WHAT NEEDS TO BE DONE: Your reply should be made up of every line in the records below that holds the string "numbered".

RECORDED DATA:
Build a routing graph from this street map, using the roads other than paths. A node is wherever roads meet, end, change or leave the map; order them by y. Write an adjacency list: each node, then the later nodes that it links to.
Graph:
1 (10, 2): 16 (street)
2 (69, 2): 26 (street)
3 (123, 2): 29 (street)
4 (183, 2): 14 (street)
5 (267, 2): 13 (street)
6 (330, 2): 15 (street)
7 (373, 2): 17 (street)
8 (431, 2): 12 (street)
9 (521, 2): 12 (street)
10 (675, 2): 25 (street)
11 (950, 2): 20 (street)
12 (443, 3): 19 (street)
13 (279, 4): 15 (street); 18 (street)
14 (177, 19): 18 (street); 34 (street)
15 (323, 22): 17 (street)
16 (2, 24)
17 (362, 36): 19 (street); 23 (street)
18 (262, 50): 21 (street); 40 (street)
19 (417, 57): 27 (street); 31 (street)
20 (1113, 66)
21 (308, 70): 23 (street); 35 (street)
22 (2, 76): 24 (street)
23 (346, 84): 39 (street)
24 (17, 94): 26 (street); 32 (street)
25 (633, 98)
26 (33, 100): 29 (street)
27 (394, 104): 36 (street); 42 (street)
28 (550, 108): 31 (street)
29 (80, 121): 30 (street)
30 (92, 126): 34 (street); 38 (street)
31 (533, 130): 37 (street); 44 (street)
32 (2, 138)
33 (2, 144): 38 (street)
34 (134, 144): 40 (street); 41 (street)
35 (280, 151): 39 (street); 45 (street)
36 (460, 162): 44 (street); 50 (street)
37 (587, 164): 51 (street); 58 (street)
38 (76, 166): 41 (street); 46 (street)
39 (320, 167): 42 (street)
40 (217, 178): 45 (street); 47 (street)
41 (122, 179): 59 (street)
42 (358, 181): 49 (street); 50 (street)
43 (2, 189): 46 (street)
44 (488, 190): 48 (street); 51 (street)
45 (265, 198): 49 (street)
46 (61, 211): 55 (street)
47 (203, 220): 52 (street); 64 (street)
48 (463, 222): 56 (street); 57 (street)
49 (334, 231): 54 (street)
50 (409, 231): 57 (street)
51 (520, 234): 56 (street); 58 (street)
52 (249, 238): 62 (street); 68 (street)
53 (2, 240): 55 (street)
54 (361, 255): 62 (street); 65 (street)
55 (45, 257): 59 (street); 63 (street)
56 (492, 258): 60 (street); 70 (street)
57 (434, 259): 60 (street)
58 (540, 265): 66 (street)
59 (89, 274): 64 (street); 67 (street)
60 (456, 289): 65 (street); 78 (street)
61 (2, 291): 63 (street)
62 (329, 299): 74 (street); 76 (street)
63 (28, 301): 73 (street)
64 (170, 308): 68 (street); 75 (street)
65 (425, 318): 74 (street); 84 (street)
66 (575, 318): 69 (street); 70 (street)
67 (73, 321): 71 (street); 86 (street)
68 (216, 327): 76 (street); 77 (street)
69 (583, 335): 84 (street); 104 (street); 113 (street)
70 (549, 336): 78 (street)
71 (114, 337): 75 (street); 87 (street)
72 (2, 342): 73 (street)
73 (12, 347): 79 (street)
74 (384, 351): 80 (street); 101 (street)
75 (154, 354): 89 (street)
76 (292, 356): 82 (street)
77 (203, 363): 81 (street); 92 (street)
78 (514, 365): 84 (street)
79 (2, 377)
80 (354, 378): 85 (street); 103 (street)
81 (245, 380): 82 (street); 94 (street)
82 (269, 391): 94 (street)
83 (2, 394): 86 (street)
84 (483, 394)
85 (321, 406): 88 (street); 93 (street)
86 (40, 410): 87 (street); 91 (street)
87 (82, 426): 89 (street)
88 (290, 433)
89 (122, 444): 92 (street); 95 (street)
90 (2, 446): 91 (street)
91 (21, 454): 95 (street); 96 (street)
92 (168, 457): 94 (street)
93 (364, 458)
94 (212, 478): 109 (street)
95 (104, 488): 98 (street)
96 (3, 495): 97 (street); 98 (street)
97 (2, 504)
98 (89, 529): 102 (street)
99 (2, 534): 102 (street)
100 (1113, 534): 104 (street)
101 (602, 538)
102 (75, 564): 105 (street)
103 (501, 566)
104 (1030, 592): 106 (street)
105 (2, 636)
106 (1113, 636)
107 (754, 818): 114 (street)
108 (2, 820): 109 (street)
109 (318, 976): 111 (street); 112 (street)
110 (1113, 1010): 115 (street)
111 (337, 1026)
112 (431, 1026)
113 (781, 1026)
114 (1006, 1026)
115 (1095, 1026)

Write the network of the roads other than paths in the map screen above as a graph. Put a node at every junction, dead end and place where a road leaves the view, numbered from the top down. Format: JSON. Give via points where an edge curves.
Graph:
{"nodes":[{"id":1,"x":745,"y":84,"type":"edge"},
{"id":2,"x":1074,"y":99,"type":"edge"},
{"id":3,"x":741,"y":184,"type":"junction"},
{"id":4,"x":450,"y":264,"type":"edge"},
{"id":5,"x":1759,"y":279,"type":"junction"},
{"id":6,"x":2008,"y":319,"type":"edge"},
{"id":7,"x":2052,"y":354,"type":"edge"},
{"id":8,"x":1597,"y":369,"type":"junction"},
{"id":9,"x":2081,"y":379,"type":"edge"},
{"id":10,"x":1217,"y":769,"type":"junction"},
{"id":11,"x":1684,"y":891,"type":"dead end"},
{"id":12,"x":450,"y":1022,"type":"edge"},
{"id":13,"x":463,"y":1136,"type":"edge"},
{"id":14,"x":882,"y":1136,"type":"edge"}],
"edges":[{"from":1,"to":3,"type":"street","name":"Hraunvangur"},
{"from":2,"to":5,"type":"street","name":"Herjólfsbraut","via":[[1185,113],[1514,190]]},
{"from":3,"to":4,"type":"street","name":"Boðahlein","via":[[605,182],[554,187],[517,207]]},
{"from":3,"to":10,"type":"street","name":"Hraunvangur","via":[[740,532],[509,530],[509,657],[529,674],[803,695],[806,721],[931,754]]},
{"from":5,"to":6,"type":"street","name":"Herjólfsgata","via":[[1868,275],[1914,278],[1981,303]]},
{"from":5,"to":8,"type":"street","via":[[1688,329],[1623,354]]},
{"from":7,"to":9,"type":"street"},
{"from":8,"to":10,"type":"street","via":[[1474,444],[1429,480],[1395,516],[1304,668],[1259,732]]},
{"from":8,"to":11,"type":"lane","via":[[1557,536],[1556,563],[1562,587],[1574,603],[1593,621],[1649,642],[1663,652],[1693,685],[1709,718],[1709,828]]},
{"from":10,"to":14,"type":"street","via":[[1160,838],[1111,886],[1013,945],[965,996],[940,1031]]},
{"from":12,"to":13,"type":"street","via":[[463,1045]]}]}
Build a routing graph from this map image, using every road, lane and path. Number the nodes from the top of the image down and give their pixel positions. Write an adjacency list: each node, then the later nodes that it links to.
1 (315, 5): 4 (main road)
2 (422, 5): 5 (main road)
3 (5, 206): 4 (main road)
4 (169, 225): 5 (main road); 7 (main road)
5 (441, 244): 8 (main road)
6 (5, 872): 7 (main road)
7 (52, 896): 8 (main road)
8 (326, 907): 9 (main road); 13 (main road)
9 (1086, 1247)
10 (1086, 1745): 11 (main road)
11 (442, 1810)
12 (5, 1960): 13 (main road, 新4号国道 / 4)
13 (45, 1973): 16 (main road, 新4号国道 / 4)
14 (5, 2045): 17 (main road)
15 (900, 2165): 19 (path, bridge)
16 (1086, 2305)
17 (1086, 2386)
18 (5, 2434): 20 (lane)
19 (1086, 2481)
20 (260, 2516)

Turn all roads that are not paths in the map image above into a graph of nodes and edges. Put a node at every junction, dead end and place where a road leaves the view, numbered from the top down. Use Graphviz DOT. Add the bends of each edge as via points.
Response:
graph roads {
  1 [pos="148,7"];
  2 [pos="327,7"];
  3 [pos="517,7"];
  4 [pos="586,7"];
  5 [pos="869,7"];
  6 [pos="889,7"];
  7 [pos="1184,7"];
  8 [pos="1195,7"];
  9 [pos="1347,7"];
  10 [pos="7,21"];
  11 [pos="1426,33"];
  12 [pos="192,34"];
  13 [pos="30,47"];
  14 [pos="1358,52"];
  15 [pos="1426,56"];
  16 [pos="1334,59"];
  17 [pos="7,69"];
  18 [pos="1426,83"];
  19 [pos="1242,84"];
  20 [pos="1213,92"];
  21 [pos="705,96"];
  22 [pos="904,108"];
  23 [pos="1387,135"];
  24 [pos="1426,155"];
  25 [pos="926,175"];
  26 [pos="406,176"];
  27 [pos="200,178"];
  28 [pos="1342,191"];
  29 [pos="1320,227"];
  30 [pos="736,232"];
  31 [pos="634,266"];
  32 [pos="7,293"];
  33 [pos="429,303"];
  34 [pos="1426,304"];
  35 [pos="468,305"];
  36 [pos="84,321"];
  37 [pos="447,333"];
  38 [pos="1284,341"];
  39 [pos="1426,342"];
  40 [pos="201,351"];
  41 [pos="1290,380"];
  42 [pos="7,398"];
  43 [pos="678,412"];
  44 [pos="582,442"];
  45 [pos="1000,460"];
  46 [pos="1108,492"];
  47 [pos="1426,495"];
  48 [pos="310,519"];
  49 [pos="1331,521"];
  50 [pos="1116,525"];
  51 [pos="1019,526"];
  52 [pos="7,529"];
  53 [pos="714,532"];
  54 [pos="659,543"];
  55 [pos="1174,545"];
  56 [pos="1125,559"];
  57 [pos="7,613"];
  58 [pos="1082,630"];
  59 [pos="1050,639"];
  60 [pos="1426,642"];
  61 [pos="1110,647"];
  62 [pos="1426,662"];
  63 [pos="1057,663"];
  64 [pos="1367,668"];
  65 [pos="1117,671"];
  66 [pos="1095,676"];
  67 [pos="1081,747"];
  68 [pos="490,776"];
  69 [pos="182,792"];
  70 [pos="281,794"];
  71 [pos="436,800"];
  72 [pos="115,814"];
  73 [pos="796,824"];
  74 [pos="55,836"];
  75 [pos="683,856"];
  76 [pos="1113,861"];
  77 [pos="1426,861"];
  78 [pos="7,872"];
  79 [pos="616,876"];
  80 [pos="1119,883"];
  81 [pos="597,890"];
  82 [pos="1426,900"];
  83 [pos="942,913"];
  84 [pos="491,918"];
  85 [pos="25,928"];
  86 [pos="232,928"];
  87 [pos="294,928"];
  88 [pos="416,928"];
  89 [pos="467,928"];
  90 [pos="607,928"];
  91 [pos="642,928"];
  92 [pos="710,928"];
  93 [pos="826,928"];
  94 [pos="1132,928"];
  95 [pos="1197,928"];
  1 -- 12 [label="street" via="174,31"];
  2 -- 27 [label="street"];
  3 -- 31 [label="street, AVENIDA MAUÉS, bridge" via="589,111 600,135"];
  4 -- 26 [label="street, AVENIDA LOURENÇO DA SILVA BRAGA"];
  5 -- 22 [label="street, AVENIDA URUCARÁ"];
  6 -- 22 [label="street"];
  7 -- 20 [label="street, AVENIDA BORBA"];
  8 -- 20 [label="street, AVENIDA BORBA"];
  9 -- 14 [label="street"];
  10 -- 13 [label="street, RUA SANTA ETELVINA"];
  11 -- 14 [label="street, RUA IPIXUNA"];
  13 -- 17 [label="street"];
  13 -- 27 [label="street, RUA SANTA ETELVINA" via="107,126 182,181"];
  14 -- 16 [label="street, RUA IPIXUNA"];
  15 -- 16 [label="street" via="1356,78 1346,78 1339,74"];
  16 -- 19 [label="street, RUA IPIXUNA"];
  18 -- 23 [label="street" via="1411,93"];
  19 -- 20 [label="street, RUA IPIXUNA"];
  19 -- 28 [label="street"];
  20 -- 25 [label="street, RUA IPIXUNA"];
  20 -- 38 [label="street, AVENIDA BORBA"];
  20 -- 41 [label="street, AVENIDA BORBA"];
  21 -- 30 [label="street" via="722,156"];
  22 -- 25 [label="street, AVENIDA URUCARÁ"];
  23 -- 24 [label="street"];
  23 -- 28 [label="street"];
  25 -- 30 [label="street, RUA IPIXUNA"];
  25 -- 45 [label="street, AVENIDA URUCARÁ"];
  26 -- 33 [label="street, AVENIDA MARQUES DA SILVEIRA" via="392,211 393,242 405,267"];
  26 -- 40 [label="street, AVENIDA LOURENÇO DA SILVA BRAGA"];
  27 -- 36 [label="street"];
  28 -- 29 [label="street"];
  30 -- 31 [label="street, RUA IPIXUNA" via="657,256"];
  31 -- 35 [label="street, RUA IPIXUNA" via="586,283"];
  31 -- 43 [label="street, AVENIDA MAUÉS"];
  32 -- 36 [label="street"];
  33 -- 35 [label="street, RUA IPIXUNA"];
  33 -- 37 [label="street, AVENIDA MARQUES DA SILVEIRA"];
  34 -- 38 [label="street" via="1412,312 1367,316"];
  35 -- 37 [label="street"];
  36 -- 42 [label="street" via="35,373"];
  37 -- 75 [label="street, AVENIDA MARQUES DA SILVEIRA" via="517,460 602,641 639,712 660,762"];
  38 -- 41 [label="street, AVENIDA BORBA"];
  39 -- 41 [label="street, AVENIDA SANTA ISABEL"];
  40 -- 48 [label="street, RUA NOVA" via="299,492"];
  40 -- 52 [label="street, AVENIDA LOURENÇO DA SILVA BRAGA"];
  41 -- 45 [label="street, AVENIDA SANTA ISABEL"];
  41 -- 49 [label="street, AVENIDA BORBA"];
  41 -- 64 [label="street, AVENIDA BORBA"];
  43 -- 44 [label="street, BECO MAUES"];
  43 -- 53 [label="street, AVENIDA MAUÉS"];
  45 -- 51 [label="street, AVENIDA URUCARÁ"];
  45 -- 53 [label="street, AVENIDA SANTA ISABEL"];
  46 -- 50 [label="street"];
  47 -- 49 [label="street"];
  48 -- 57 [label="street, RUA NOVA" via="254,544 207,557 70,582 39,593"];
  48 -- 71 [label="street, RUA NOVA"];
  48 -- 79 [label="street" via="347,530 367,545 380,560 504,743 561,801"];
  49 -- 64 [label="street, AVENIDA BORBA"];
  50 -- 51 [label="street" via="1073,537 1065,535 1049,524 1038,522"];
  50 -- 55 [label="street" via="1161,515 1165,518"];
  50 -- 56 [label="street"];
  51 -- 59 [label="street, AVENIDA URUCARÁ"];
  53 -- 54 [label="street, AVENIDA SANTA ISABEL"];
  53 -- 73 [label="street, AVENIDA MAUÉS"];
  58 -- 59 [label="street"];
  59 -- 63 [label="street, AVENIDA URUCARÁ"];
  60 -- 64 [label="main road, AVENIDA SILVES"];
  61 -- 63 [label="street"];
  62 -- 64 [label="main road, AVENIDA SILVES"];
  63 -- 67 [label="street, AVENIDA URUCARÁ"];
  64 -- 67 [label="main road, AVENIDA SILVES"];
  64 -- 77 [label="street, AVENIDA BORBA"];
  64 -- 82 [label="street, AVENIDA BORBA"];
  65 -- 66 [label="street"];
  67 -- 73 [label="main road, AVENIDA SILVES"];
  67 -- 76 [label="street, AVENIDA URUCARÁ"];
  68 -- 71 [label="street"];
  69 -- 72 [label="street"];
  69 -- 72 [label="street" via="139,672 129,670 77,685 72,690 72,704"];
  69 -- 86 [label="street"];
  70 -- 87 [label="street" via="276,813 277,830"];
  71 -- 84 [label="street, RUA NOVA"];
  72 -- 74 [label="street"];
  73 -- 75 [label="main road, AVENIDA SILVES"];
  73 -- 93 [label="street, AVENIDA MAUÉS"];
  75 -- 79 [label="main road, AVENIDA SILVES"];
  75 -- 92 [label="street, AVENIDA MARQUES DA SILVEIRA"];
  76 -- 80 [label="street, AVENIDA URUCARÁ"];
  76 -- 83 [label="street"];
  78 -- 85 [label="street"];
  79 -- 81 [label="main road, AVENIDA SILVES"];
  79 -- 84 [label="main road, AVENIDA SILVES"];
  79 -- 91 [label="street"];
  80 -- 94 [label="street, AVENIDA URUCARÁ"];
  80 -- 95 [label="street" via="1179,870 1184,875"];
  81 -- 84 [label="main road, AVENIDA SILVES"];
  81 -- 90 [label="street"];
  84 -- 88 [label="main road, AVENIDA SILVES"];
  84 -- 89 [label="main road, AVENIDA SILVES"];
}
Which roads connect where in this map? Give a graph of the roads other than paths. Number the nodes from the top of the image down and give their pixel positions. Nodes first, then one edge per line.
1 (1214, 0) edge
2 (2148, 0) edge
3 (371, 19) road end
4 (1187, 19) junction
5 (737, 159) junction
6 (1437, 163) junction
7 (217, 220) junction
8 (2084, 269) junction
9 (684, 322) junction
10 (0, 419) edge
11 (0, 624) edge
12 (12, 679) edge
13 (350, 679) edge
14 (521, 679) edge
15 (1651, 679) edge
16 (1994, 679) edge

ANSWER SECTION:
Write the network of the roads other than paths in the map screen above as a graph. Put a node at every junction, dead end and place where a road leaves the view, numbered from the top down. Format: JSON. Give via points where an edge curves.
Turn all roads that are not paths in the map image above into a graph of nodes and edges. Put a node at every junction, dead end and place where a road leaves the view, numbered from the top down. Use Graphviz DOT. Add the bends of each edge as via points.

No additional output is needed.